[Saved data entries]
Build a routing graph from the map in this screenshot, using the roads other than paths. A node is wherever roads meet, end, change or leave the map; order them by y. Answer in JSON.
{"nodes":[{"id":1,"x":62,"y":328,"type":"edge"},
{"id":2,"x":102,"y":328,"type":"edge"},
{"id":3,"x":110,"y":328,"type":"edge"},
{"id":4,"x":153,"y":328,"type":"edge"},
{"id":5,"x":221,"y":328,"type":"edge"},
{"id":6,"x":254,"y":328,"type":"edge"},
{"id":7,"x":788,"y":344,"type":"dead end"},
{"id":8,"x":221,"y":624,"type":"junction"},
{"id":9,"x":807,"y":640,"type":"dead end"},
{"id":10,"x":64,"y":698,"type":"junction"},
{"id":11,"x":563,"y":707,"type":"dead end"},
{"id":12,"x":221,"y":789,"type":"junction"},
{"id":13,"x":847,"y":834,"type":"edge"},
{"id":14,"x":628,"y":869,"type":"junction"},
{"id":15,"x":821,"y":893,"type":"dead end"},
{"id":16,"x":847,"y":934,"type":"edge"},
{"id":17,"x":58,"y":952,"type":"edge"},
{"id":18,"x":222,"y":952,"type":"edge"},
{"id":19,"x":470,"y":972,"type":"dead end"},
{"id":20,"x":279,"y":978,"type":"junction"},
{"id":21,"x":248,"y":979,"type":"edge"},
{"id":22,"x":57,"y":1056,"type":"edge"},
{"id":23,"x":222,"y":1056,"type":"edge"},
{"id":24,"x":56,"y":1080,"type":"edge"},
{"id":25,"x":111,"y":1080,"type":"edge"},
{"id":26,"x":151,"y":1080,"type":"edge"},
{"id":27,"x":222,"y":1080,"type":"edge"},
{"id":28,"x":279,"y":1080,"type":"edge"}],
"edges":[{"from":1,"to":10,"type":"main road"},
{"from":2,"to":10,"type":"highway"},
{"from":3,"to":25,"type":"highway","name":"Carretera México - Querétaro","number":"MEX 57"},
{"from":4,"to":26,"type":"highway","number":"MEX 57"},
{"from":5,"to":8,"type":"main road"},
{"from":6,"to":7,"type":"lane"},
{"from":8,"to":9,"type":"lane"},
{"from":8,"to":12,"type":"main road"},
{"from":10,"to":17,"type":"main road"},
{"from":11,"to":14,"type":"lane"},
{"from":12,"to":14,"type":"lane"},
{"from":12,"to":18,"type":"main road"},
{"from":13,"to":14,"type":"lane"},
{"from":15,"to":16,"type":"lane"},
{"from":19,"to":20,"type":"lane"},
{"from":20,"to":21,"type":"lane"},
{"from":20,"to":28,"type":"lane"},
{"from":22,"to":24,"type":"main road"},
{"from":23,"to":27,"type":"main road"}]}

Problem to work on:
Show the lines of the records that include the string "dead".

Answer:
{"id":7,"x":788,"y":344,"type":"dead end"},
{"id":9,"x":807,"y":640,"type":"dead end"},
{"id":11,"x":563,"y":707,"type":"dead end"},
{"id":15,"x":821,"y":893,"type":"dead end"},
{"id":19,"x":470,"y":972,"type":"dead end"},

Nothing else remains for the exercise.